A numerical study of laminar and turbulent natural convective flow through a vertical symmetrically heated channel with wavy walls

Abstract

Paper presented at the 8th International Conference on Heat Transfer, Fluid Mechanics and Thermodynamics, Mauritius, 11-13 July, 2011.

Natural convective flow through a vertical plane channel has been considered. Both of the heated walls are kept at the same temperature. These heated walls have sharp-edged wavy surfaces. Conditions under which both laminar and turbulent flow exists in the channel have been considered. Now using a wavy heated wall can increase the heat transfer rate in external natural convective flows.

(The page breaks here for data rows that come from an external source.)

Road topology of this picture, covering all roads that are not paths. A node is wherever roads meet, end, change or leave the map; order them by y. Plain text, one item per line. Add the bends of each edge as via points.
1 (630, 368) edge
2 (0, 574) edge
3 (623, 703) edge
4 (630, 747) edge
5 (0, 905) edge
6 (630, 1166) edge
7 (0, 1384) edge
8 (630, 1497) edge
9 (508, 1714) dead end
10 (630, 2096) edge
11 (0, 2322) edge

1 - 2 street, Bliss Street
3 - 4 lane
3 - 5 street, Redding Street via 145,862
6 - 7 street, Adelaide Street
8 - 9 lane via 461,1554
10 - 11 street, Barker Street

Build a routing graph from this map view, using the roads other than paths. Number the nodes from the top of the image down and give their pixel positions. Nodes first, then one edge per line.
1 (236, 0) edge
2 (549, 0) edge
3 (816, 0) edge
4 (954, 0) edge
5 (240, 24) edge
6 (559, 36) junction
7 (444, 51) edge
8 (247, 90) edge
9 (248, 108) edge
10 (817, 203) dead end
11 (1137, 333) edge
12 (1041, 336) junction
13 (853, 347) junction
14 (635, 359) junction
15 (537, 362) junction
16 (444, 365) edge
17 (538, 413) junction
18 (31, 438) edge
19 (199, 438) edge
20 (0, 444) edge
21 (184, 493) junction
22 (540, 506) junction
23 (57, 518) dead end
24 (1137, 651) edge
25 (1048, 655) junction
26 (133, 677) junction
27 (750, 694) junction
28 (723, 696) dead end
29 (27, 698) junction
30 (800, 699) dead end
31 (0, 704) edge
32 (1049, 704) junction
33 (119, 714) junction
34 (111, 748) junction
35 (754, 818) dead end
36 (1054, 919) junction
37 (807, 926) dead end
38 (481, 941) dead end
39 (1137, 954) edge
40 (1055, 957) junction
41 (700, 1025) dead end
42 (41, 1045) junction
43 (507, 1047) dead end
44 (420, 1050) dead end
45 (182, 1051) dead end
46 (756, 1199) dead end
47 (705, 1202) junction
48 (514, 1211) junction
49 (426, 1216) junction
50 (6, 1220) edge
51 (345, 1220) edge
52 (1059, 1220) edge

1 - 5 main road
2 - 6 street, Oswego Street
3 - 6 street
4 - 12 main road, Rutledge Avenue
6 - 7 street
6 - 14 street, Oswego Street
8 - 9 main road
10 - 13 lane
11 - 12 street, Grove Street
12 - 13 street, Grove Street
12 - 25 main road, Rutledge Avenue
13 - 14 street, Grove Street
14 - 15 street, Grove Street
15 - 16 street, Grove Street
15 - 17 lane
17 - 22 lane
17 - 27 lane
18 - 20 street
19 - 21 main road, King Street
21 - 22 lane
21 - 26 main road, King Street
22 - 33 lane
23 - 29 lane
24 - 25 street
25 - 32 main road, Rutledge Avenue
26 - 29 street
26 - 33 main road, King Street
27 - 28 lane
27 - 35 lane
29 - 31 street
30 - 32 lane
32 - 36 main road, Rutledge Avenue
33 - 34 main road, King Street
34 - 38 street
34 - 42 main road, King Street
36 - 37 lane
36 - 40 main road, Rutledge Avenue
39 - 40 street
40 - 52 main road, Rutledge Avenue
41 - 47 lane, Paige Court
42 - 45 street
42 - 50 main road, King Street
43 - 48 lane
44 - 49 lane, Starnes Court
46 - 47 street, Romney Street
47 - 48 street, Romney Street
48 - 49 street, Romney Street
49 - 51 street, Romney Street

Using wavy heated walls in vertical channel flows could therefore potentially also increase the heat transfer rate. However the added flow resistance resulting from the wall waviness will normally decrease the flow through the channel which would tend to decrease the heat transfer rate from the heated walls. Therefore a need existed to examine what effect the wall waviness does have on the heat transfer rate in natural convective flow through a vertical channel and it was for this reason that the present study was undertaken. The flow has been assumed to be steady and the Boussinesq approximation has been adopted. The basic k-epsilon turbulence model with the effects of the buoyancy forces fully accounted for has been used. The solution has the Rayleigh number, the Prandtl number, the ratio of channel width to the heated channel height, the ratio of the amplitude of the wall waviness to the heated channel height, and the ratio of the pitch of the wall waviness to the heated channel height as parameters. Results have only been obtained for a Prandtl number of 0.74 (the value for air at temperatures near ambient) and for a single value of the dimensionless pitch of the wall waviness. This leaves the Rayleigh number, the width to heated height ratio of the channel, and the amplitude of the wall waviness to the heated channel height ratio as parameters. Results have been obtained for a range of values of these parameters and the effect of these parameters on the mean Nusselt number has been studied.